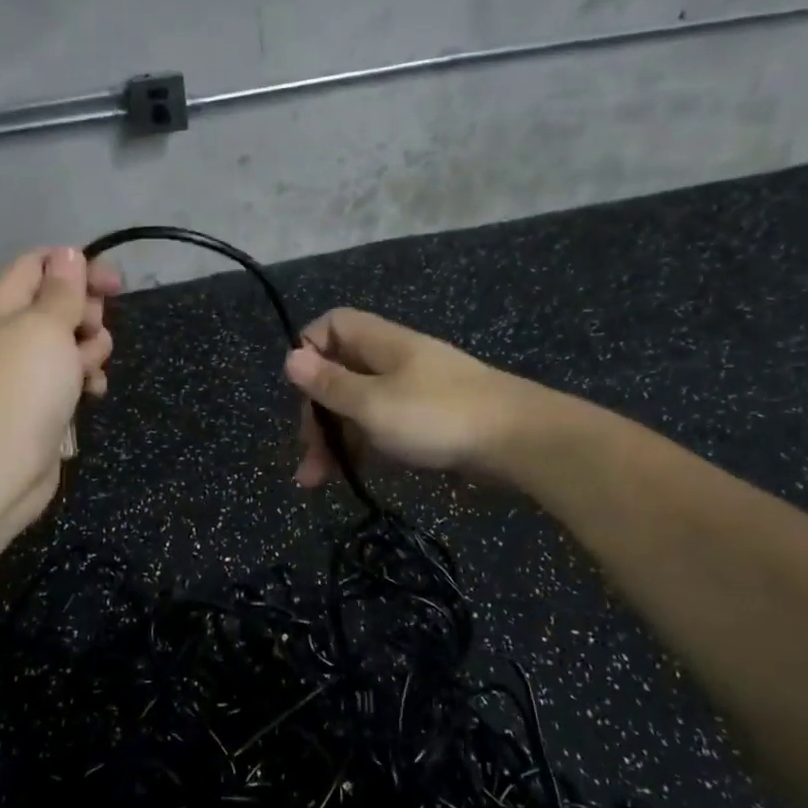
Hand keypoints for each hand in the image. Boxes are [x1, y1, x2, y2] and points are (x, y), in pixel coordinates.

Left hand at [0, 246, 120, 542]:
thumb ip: (61, 290)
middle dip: (87, 313)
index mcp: (0, 307)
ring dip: (91, 350)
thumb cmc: (21, 389)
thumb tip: (68, 254)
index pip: (39, 265)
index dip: (77, 266)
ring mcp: (24, 371)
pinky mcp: (40, 403)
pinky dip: (85, 380)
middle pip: (60, 303)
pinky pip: (71, 377)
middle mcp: (10, 334)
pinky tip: (93, 394)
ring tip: (88, 373)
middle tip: (91, 331)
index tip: (114, 284)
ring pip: (72, 342)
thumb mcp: (45, 328)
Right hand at [283, 308, 527, 486]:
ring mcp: (413, 391)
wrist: (518, 441)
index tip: (299, 391)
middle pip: (340, 373)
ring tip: (316, 481)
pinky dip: (364, 446)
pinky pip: (383, 425)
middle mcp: (394, 361)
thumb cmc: (437, 416)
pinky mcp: (428, 420)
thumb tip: (290, 357)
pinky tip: (354, 474)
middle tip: (307, 458)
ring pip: (360, 405)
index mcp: (380, 344)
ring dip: (335, 439)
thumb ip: (330, 384)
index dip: (309, 351)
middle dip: (316, 414)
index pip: (332, 327)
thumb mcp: (373, 403)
○ ○ ○ ○ ○
WHAT YOU SHOULD DO
The answer should match the data above word for word, with no pictures in it.

SOLUTION FOR THIS TASK
Hand keypoints for each hand in the image. Boxes are [x1, y1, x2, y2] and points are (x, y), in pixel coordinates.

Left hand at [0, 246, 120, 542]:
thumb ip: (61, 290)
middle dip: (87, 313)
index mcp: (0, 307)
ring dip: (91, 350)
thumb cmc: (21, 389)
thumb tip: (68, 254)
index pip: (39, 265)
index dip: (77, 266)
ring mcp: (24, 371)
pinky mcp: (40, 403)
pinky dip: (85, 380)
middle pip: (60, 303)
pinky pip: (71, 377)
middle mcp: (10, 334)
pinky tip: (93, 394)
ring tip: (88, 373)
middle tip: (91, 331)
index tip: (114, 284)
ring pip: (72, 342)
thumb mcp: (45, 328)
Right hand at [283, 308, 527, 486]:
ring mcp: (413, 391)
wrist: (518, 441)
index tip: (299, 391)
middle pip: (340, 373)
ring tip: (316, 481)
pinky dip: (364, 446)
pinky pip: (383, 425)
middle mcp: (394, 361)
thumb cmc: (437, 416)
pinky mcp: (428, 420)
thumb tip: (290, 357)
pinky tip: (354, 474)
middle tip: (307, 458)
ring pip: (360, 405)
index mcp: (380, 344)
ring dip: (335, 439)
thumb ip: (330, 384)
index dip: (309, 351)
middle dip: (316, 414)
index pip: (332, 327)
thumb mcp: (373, 403)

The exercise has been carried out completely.